# Task
Only a number is wanted here: the count of lines in the data below where the string "مسجدالنبی" occurs.

(Materials provided begins)

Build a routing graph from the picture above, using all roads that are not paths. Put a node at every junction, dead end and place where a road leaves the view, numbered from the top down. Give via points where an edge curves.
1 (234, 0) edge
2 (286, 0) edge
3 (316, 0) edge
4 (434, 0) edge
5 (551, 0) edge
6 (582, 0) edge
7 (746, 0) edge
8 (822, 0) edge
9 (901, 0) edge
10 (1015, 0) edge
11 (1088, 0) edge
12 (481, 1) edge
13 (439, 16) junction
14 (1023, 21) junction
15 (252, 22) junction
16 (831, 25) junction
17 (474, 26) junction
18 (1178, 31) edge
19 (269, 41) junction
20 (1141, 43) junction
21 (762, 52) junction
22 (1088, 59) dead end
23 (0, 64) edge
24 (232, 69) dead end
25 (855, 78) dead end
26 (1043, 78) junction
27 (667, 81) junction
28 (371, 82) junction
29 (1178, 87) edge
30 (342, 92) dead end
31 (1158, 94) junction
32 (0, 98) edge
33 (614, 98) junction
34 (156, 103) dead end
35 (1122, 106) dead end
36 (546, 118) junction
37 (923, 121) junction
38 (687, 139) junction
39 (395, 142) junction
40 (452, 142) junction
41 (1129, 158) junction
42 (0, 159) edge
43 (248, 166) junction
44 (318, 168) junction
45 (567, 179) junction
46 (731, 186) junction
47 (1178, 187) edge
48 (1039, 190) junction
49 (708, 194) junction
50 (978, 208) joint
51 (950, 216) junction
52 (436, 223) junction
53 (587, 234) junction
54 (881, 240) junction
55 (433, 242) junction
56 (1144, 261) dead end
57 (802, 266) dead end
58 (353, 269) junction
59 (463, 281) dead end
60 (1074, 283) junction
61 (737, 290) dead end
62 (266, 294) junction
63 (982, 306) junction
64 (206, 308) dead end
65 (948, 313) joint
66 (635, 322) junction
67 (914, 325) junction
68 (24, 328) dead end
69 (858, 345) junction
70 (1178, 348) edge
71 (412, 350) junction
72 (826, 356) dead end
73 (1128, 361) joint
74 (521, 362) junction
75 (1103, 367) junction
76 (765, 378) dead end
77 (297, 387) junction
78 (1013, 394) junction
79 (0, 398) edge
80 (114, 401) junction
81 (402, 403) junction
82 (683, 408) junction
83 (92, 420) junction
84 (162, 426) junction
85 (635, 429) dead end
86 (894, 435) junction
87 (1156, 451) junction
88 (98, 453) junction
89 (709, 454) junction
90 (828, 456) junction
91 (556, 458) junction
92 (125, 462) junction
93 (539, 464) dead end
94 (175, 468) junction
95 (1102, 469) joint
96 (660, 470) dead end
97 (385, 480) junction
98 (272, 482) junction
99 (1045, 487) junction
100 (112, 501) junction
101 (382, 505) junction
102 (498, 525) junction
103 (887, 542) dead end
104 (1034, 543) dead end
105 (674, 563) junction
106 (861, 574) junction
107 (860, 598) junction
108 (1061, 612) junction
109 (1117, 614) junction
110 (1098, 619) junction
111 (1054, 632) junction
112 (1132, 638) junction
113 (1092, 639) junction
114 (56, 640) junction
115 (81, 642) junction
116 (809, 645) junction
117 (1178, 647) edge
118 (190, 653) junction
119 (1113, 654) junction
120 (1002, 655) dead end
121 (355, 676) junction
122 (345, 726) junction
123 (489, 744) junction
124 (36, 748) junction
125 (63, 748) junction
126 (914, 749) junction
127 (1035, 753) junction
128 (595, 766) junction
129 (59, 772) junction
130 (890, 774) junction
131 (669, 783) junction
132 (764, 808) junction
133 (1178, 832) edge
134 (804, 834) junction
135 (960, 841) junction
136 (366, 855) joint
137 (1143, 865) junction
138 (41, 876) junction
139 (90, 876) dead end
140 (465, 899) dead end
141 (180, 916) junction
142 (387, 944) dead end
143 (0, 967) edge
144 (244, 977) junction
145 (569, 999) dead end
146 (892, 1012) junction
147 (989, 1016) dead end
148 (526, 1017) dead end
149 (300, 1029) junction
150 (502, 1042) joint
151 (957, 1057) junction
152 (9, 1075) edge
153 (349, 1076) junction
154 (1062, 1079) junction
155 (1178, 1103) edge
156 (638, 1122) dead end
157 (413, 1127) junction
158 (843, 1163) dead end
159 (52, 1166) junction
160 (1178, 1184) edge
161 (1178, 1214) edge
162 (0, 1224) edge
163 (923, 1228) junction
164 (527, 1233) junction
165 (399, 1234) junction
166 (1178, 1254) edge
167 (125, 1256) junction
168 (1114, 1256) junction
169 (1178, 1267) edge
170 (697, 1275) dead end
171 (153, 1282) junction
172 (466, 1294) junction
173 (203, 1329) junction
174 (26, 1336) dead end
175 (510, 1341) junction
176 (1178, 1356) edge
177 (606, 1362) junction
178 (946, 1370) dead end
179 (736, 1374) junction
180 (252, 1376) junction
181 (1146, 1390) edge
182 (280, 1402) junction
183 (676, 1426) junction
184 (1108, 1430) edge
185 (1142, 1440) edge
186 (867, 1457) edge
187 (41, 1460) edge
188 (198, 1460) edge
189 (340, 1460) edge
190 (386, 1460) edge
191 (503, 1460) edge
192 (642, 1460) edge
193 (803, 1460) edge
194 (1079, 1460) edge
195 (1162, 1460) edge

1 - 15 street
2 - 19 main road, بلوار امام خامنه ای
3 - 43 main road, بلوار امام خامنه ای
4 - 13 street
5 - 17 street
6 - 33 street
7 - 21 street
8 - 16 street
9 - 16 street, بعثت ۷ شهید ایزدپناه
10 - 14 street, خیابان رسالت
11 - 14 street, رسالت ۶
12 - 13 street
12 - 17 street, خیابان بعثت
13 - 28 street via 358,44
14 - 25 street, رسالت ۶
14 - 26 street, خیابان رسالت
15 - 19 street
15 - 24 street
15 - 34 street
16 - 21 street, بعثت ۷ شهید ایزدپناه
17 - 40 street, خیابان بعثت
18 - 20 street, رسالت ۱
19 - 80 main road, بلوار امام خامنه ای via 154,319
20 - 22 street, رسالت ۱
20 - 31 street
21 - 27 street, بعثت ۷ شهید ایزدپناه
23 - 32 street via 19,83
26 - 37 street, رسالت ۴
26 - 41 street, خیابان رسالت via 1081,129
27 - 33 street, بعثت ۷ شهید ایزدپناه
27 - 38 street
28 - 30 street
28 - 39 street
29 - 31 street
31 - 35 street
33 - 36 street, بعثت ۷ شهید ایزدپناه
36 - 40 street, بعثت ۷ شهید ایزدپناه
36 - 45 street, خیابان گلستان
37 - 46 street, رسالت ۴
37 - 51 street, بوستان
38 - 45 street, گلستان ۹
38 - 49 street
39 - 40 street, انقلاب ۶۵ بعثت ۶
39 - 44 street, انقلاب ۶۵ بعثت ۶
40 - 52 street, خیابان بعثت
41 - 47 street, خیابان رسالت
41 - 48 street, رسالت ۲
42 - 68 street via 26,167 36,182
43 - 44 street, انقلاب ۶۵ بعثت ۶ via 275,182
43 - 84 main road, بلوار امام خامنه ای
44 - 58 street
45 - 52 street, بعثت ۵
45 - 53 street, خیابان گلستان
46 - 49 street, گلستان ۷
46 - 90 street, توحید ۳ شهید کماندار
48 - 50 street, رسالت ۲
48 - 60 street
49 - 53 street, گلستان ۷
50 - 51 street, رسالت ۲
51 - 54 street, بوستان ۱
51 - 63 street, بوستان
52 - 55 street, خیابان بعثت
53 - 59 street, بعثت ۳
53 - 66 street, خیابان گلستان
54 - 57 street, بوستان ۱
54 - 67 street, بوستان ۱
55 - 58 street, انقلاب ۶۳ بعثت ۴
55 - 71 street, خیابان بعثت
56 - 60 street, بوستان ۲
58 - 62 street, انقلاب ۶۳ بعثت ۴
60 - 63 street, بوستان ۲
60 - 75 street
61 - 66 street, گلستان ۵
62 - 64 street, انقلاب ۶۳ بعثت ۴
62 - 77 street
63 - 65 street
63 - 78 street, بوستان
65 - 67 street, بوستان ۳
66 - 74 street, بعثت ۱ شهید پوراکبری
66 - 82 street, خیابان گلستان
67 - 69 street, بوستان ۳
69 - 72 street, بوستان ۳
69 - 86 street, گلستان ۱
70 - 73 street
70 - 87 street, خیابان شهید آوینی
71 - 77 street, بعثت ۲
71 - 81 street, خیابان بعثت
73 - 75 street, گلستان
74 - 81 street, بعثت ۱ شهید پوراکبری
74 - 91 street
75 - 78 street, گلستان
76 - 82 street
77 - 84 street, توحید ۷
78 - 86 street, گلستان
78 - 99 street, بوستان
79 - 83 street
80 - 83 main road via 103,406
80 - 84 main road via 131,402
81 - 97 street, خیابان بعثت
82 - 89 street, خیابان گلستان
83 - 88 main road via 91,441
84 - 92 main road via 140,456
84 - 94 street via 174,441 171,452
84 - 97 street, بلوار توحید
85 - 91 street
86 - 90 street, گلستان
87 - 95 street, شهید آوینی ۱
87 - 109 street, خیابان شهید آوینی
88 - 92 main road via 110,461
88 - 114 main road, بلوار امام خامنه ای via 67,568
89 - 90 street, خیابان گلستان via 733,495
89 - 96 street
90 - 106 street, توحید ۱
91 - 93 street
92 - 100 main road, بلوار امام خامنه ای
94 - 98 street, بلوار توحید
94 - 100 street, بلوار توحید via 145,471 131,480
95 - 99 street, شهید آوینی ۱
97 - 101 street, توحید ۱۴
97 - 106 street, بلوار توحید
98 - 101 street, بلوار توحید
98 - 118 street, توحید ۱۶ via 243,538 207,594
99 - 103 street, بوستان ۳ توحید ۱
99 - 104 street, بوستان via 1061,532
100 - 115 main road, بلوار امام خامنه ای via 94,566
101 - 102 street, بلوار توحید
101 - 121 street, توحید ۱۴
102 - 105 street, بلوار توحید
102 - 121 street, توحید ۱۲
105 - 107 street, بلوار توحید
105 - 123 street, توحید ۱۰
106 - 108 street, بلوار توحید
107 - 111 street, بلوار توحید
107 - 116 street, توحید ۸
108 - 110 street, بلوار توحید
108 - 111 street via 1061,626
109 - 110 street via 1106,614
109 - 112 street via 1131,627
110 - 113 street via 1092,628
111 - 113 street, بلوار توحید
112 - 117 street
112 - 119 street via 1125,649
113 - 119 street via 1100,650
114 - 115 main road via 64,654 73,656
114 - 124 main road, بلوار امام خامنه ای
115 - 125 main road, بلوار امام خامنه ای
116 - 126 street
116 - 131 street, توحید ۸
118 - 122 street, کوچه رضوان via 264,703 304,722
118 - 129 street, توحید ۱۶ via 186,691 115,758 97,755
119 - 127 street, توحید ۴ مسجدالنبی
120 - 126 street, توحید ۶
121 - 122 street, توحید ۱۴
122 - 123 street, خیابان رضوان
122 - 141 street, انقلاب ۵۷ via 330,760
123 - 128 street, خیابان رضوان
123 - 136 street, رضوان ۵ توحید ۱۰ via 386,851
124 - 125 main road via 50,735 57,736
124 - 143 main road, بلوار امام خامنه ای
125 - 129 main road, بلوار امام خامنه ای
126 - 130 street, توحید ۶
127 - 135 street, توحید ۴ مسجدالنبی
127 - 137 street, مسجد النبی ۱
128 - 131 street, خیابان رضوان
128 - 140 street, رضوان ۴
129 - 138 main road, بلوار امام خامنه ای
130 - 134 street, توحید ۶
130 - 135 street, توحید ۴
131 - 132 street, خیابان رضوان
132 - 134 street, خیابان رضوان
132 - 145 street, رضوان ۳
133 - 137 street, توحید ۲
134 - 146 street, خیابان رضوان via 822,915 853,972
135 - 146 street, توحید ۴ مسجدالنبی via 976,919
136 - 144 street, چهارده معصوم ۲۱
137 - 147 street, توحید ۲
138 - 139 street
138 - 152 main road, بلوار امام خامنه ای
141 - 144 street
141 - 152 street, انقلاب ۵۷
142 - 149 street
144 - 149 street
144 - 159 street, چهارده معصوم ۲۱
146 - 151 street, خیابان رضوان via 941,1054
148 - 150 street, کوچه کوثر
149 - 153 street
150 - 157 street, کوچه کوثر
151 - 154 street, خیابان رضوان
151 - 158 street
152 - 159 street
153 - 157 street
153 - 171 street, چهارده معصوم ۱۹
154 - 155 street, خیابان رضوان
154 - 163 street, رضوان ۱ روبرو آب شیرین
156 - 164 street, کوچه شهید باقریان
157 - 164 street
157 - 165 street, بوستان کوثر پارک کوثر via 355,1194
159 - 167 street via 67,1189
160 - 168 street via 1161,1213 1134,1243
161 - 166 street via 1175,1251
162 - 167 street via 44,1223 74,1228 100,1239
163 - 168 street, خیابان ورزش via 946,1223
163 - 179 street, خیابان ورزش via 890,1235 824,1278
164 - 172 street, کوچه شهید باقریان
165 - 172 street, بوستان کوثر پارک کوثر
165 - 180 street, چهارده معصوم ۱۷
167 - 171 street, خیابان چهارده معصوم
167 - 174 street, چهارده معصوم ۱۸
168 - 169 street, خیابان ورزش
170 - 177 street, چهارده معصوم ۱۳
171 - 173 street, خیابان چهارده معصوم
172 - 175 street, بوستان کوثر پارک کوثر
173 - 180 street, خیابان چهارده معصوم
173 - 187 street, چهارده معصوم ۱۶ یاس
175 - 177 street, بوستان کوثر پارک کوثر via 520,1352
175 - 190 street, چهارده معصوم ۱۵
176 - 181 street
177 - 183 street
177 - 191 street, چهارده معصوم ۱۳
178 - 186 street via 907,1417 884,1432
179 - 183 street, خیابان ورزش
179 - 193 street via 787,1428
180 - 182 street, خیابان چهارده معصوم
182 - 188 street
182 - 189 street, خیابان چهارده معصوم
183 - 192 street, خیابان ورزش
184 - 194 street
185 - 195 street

(Materials provided ends)

# Problem solution
3